Tensor G6 a 7 core in arrivo su Pixel 11
Il prossimo Tensor G6 potrebbe arrivare su Pixel 11 con una scelta che non passa inosservata: una CPU a 7 core, quindi “meno” del classico schema a 8 core che vediamo ovunque. Non è detto che diventi la configurazione finale, però l’indizio è interessante perché suggerisce una direzione diversa dal solito, più “da progetto interno” che da semplice aggiornamento generazionale.
Il leak parla di un chip legato al nome in codice Kodiak e di una struttura CPU che, almeno sulla carta, spinge parecchio sulle frequenze. Allo stesso tempo, i primi numeri prestazionali che circolano non sembrano affatto da prodotto finito. Quindi sì, c’è carne sul fuoco, ma è probabilmente carne ancora cruda.
Tensor G6: la configurazione a 7 core spiegata bene
La configurazione che emerge è una 1 + 4 + 2, cioè:
- 1 core “Ultra” ad alta potenza
- 4 core “Pro” per il carico principale
- 2 core “Pro” più lenti per efficienza e attività leggere
Il dettaglio che colpisce è proprio questo: invece dei classici core “piccoli” dedicati all’efficienza, qui sembrerebbe esserci una seconda coppia di core “Pro” a frequenza più bassa. È una scelta insolita, e infatti fa pensare a un design ancora in fase di sperimentazione.

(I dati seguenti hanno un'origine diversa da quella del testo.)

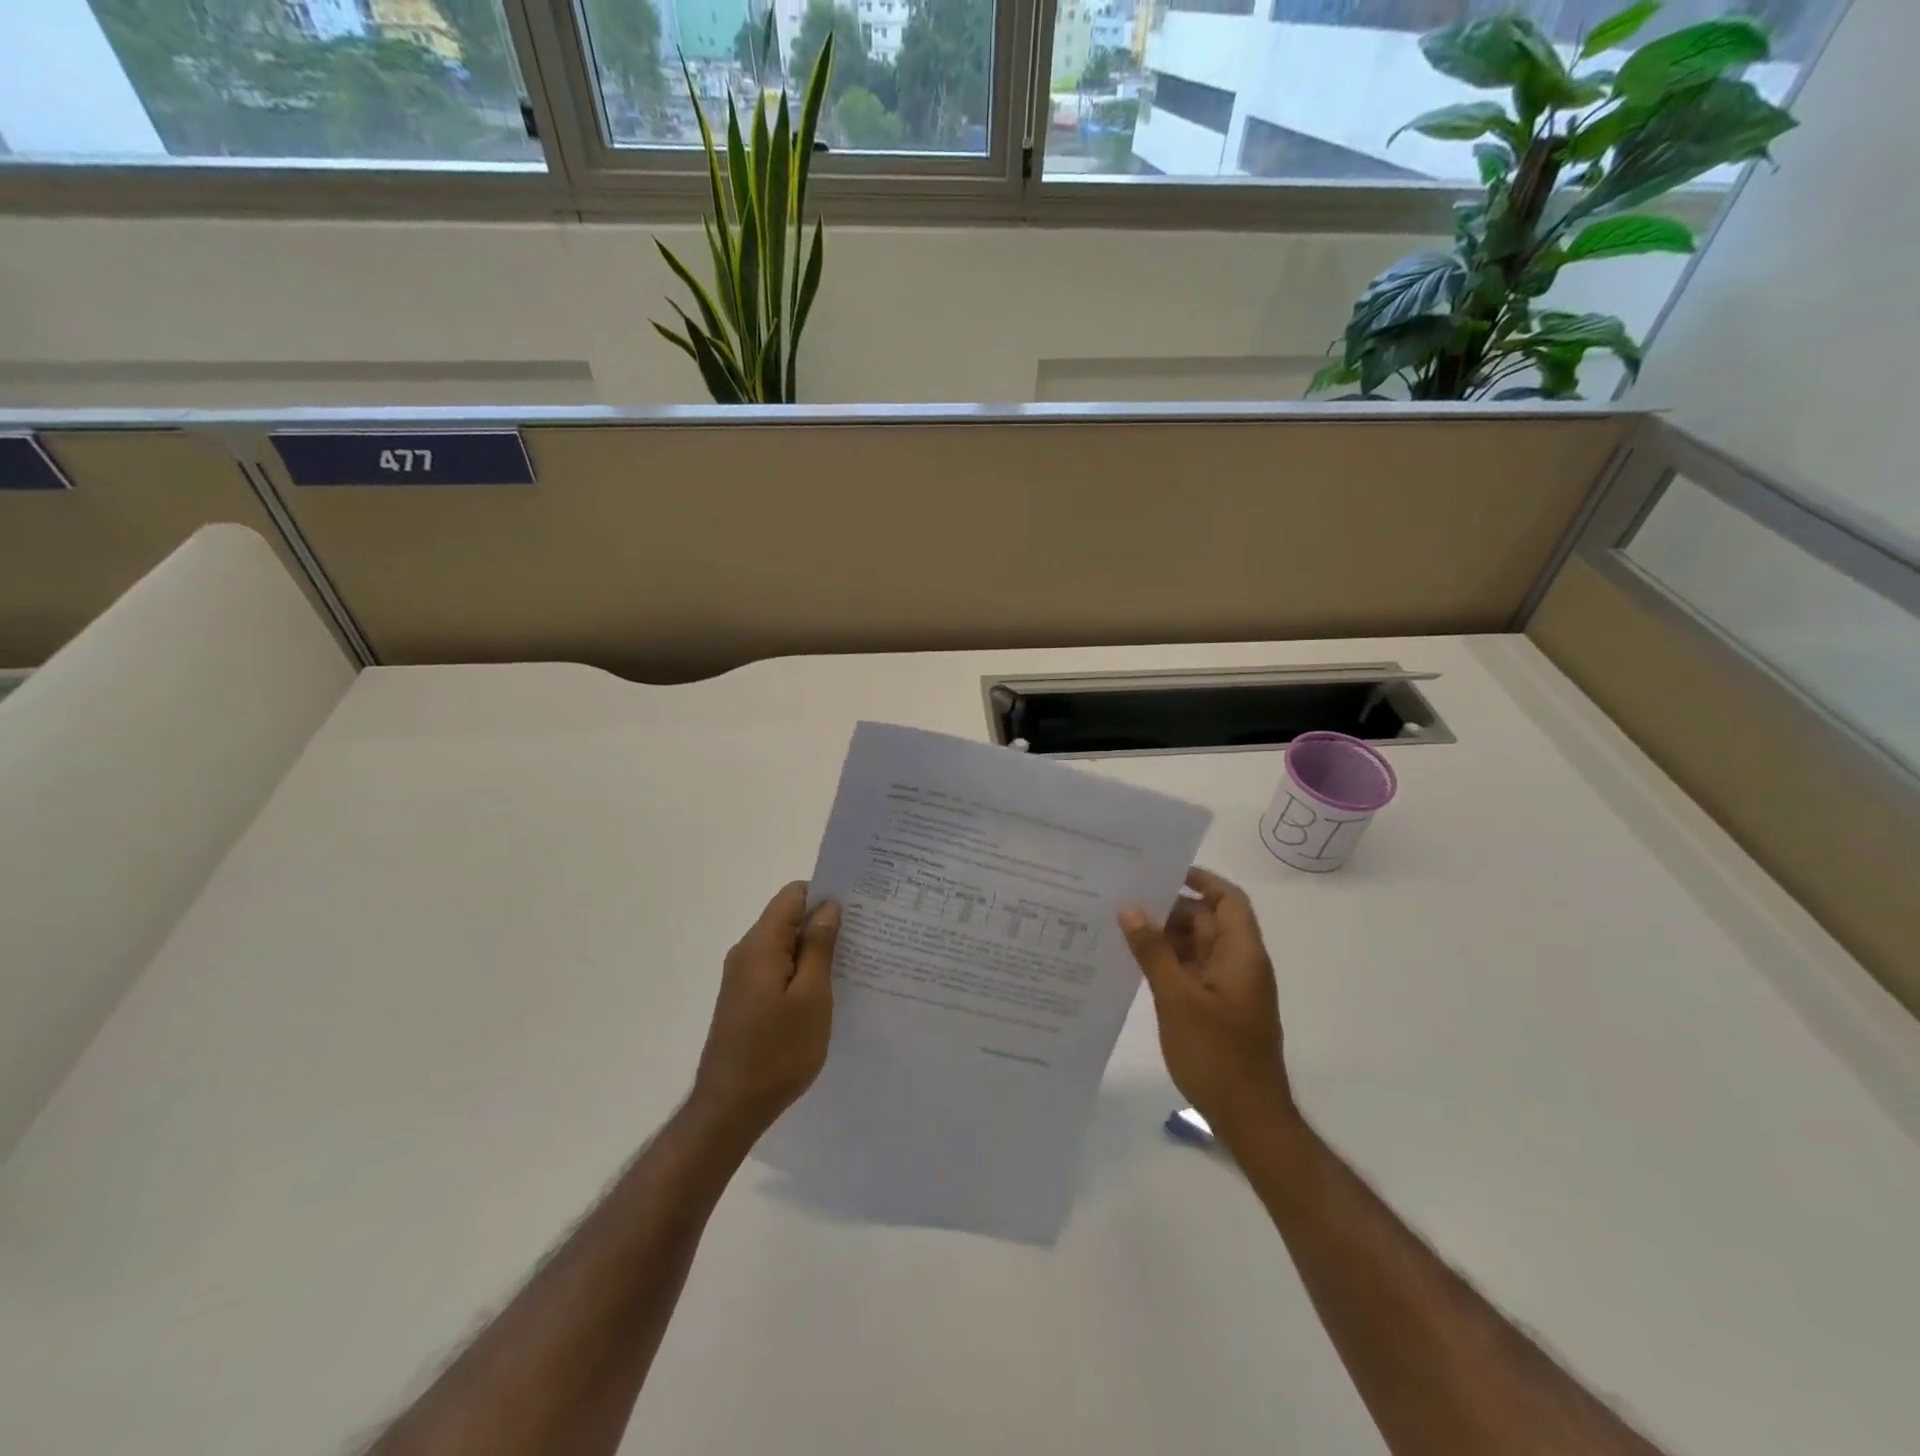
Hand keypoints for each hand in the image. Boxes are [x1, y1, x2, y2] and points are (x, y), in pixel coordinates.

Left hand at [690, 882, 839, 1142]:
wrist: (730, 1109)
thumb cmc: (777, 1051)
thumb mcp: (811, 997)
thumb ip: (819, 947)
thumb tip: (827, 906)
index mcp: (761, 945)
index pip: (793, 895)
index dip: (825, 894)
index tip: (858, 907)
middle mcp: (747, 953)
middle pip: (788, 919)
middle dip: (824, 922)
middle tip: (865, 936)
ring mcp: (743, 978)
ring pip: (784, 946)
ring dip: (815, 950)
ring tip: (854, 963)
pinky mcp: (745, 1000)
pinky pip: (777, 969)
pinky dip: (802, 971)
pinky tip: (827, 991)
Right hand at [1119, 867, 1293, 1145]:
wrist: (1248, 1118)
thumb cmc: (1217, 1054)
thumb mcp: (1177, 998)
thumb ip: (1153, 951)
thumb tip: (1132, 907)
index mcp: (1241, 954)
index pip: (1229, 900)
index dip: (1202, 880)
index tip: (1163, 872)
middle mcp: (1239, 964)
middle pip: (1209, 921)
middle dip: (1172, 909)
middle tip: (1127, 900)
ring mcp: (1230, 989)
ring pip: (1198, 947)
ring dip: (1167, 937)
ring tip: (1123, 927)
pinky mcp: (1218, 1009)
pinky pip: (1193, 971)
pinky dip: (1169, 962)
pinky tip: (1136, 964)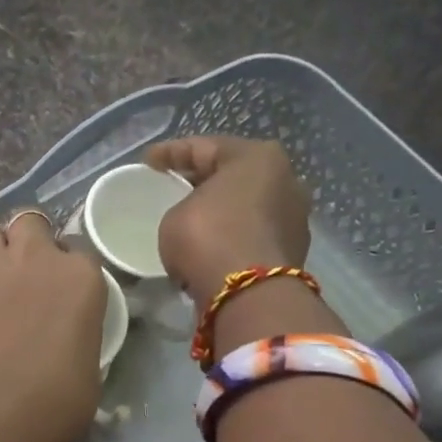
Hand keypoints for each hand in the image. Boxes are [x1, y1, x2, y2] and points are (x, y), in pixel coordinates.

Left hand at [0, 214, 107, 441]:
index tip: (56, 290)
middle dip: (25, 241)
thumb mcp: (88, 375)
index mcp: (81, 280)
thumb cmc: (50, 404)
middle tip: (19, 275)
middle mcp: (36, 257)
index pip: (78, 253)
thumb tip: (65, 346)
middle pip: (30, 224)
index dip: (64, 268)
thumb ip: (78, 342)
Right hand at [146, 138, 311, 306]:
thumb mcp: (175, 215)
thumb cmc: (208, 238)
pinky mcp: (292, 250)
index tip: (148, 161)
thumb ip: (185, 206)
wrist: (248, 294)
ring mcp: (294, 216)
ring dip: (220, 211)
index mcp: (258, 157)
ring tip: (192, 220)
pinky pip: (251, 234)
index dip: (171, 152)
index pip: (205, 147)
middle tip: (172, 187)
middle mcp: (286, 179)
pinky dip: (230, 236)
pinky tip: (209, 246)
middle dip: (202, 180)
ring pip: (245, 206)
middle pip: (233, 174)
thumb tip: (196, 216)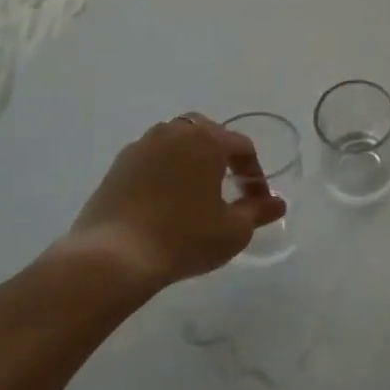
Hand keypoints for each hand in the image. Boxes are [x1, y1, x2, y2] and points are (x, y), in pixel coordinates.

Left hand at [48, 114, 285, 288]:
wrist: (112, 258)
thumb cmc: (183, 238)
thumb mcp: (232, 231)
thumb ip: (258, 212)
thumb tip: (277, 203)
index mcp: (206, 139)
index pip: (242, 147)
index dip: (255, 174)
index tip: (257, 202)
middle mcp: (174, 131)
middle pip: (207, 134)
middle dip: (222, 156)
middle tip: (228, 186)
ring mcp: (141, 146)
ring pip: (175, 143)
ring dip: (190, 160)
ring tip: (196, 192)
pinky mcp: (117, 166)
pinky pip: (151, 160)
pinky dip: (164, 172)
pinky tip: (165, 202)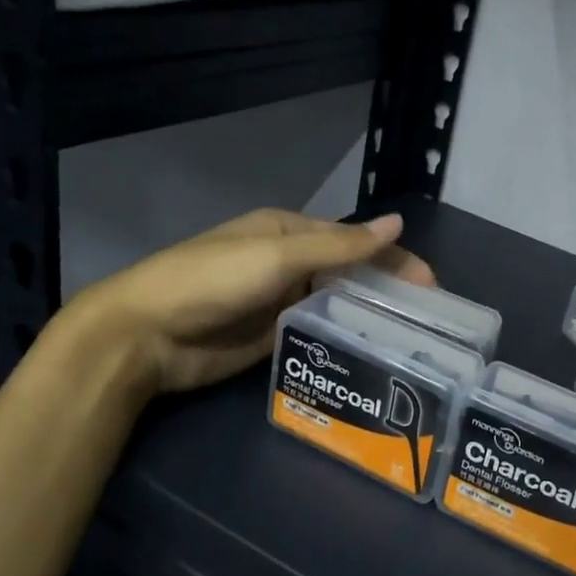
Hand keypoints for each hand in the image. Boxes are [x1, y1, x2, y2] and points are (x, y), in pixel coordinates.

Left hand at [63, 210, 433, 401]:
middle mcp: (288, 263)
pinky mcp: (272, 337)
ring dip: (368, 315)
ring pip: (335, 304)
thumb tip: (398, 222)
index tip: (430, 285)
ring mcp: (280, 302)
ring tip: (410, 341)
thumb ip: (339, 245)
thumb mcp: (278, 255)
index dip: (393, 258)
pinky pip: (317, 333)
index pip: (354, 240)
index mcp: (289, 231)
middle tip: (428, 319)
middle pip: (349, 272)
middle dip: (387, 289)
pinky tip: (372, 353)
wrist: (145, 335)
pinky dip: (343, 338)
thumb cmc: (211, 279)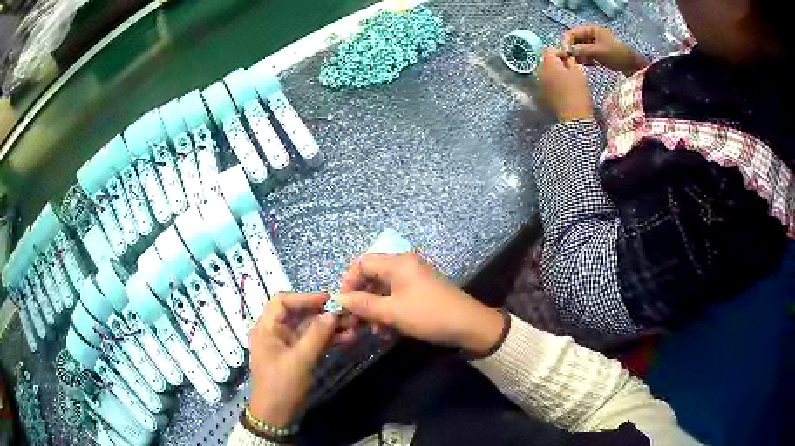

Frequenze alte, ma prestazioni ancora basse: perché non è una contraddizione
Sul foglio, le frequenze riportate sono molto spinte, con il core principale sopra i 4 GHz e il blocco centrale sopra i 3 GHz. Eppure i punteggi che circolano risultano molto bassi rispetto a quello che ci si aspetterebbe.
In realtà non è strano. Se parliamo di un prototipo, possono esserci:
- limiti termici non ottimizzati
- governor e gestione consumi ancora “conservativi”
- driver immaturi, soprattutto lato GPU
- firmware e scheduler ancora lontani dalla versione finale
Quindi i numeri non vanno letti come “Tensor G6 sarà lento”. Vanno letti come “Tensor G6 potrebbe essere in una fase iniziale, e si vede”.
Tensor G6 e GPU PowerVR: un altro dettaglio che fa discutere
Nel leak compare anche il riferimento a una GPU PowerVR C-Series. È un nome che riaccende subito il dibattito, perché non è la soluzione che molti si aspettano quando sentono parlare di top di gamma moderni.
Qui il punto è semplice: finché siamo nel territorio dei leak, non si può capire se sia un’indicazione definitiva, un placeholder, oppure una scelta tecnica reale legata a un percorso specifico di Google. In ogni caso è un elemento che rende questa indiscrezione ancora più “strana” e quindi, paradossalmente, più interessante.
Cosa significa
Il modo più corretto di leggere tutto questo è uno solo: Tensor G6 potrebbe essere in una fase di test con configurazioni non definitive. Google starebbe sperimentando un equilibrio diverso tra potenza ed efficienza, magari per ottenere più controllo su consumi e calore nel quotidiano, cioè il vero tallone d’Achille dei SoC quando spingi con AI, foto e video.
Se la CPU a 7 core fosse confermata, sarebbe una scelta controcorrente ma non per forza sbagliata. In un mondo dove “8 core” è spesso marketing, quello che conta davvero è come quei core vengono usati, con quali limiti termici, e con quanta ottimizzazione sul software.